MarionP from Toronto

I am a middle-aged self-employed management consultant who has lived in Toronto for 25 years. Out of curiosity, I checked the list of suggested Toronto hotels and restaurants on Frommers.com and Fodors.com and was appalled at some of their recommendations and decided to give Slow Travelers the opinion of a local.

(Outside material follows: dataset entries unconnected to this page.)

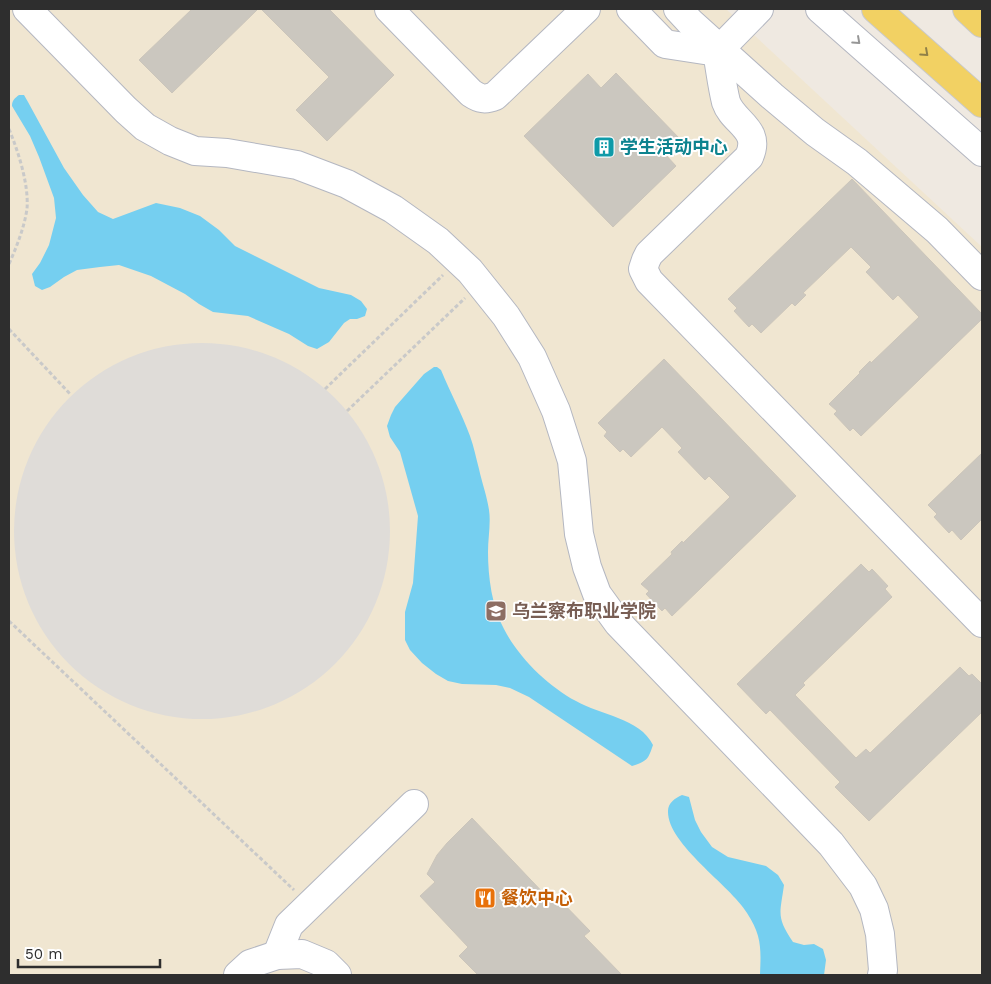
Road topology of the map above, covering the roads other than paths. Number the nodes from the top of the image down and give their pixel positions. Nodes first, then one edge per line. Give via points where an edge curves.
1 (27, 9) edge
2 (389, 9) edge
3 (586, 9) edge
4 (631, 9) edge
5 (678, 9) edge
6 (759, 9) edge
7 (820, 9) edge
8 (876, 9) edge
9 (966, 9) edge
10 (982, 23) edge
11 (718, 50) junction
12 (982, 104) edge
13 (982, 152) edge
14 (982, 276) edge
15 (982, 623) edge
16 (414, 804) dead end
17 (277, 954) junction
18 (238, 975) edge
19 (337, 975) edge
20 (882, 975) edge

1 - 20 street via 145,127 196,150 297,165 347,184 393,210 438,242 470,271 506,316 532,357 556,411 572,461 579,534 597,594 618,623 831,844 863,886 874,908 880,934
2 - 3 street via 471,93 486,99 495,96
4 - 11 street via 666,44
5 - 11 street
6 - 11 street
7 -> 13 street
8 -> 12 main road
9 - 10 main road
11 - 14 street via 937,230
11 - 15 street via 726,102 729,110 748,129 752,151 649,254 643,269 650,281
16 - 17 street via 289,925
17 - 18 street via 250,964
17 - 19 street via 302,954 326,964

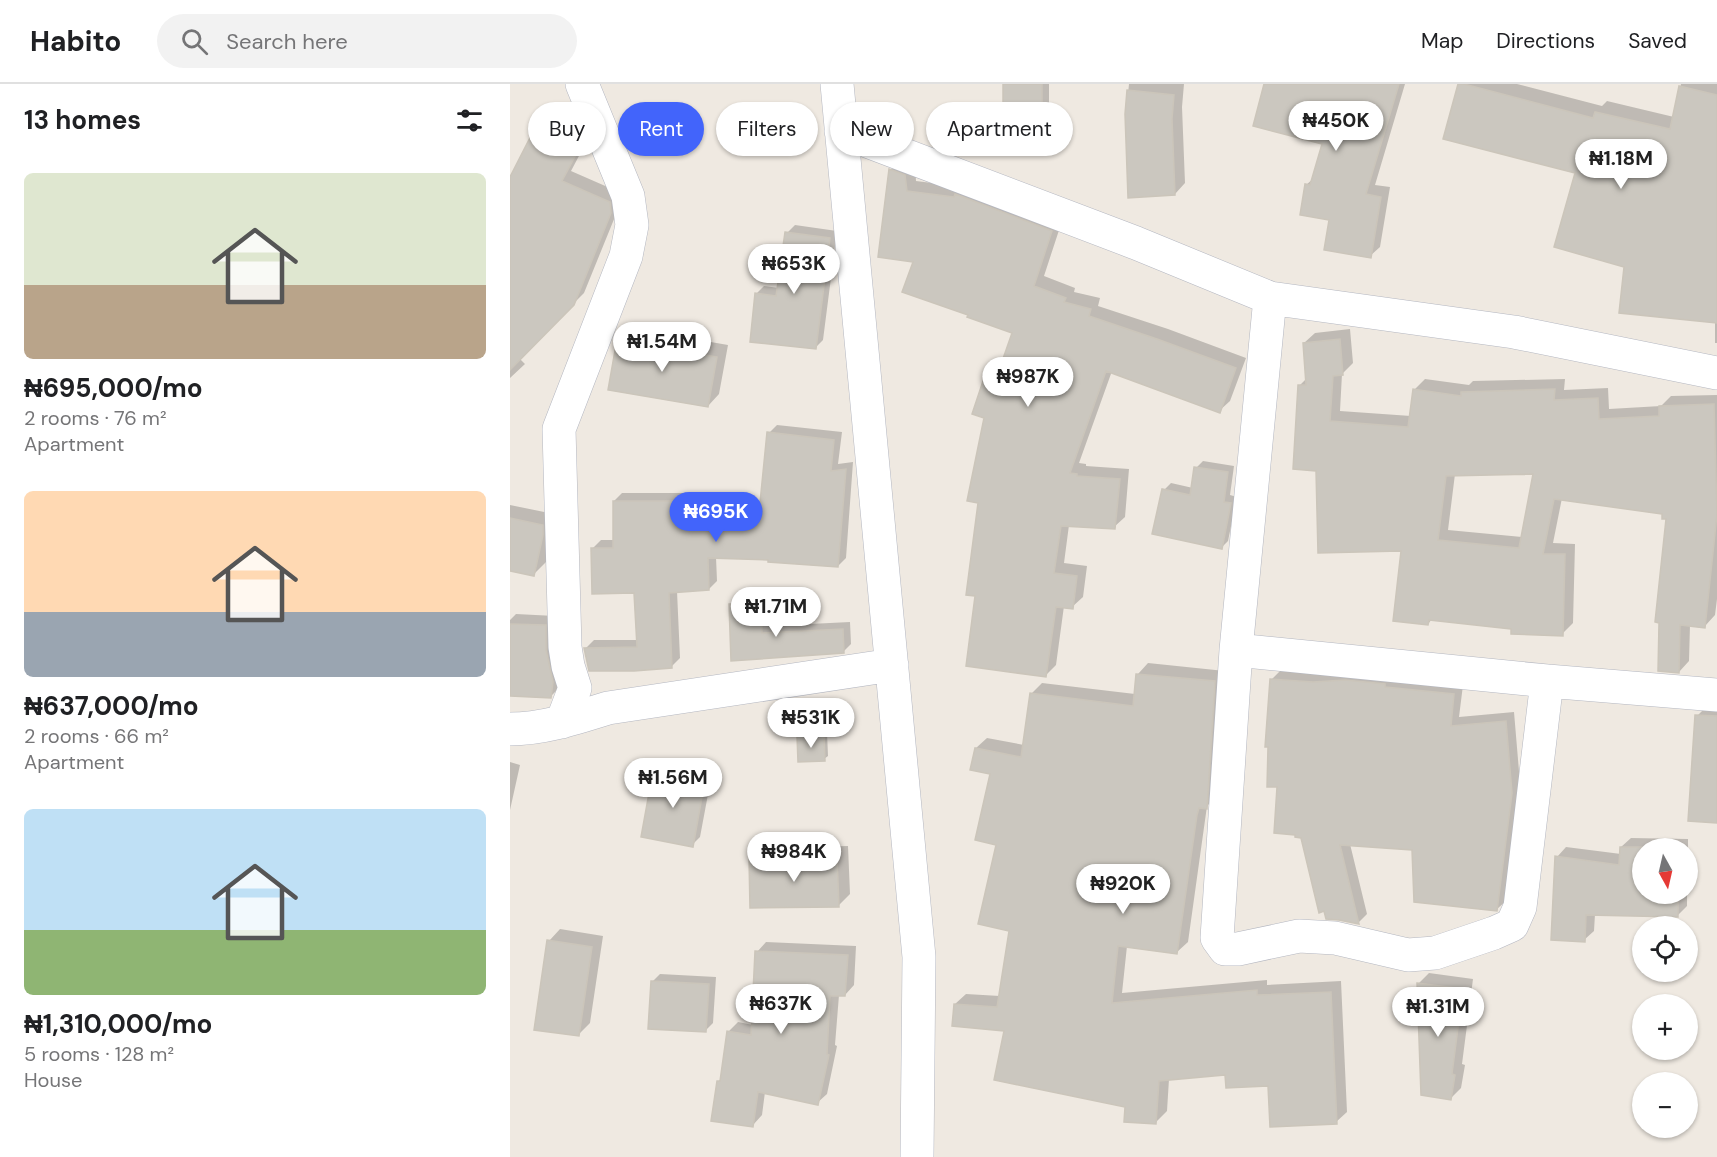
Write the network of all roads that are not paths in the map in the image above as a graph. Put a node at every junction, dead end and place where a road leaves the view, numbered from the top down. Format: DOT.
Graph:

Basic Orientation to Toronto

While we are a city of 4.5 million and the city geographically stretches from Lake Ontario to points far north, the vast majority of visitors will want to spend their time in the downtown core or in the midtown area. The Yonge Street subway line connects downtown to midtown in less than 10 minutes. Yonge Street divides the city into an east and west side. For the most part, what tourists want to see is on the west side of Front Street, King Street and Queen Street. Yonge Street is the longest street in the world. Unfortunately, it is pretty ugly in the downtown area, but improves considerably as you go further north.

What's in Downtown?

The CN Tower; the Financial District; the Hockey Hall of Fame; the Entertainment District (theatres, restaurants, bars, shopping); St. Lawrence Market; the Hummingbird Centre; the Islands; Harbourfront; the Skydome (recently renamed); and the Art Gallery of Ontario. For shopping, there is the Eaton Centre mall, miles and miles of underground shopping stores, and funky boutiques, bars and restaurants on Queen Street West.

What's in Midtown?

The Royal Ontario Museum (ROM); the Gardiner Museum; Bata Shoe Museum; University of Toronto; etc. For shopping, the stretch of Bloor St. between Yonge and Avenue Road has Holt Renfrew and lots of very upscale stores; and the Yorkville area has small trendy boutiques, lots of restaurants and bars.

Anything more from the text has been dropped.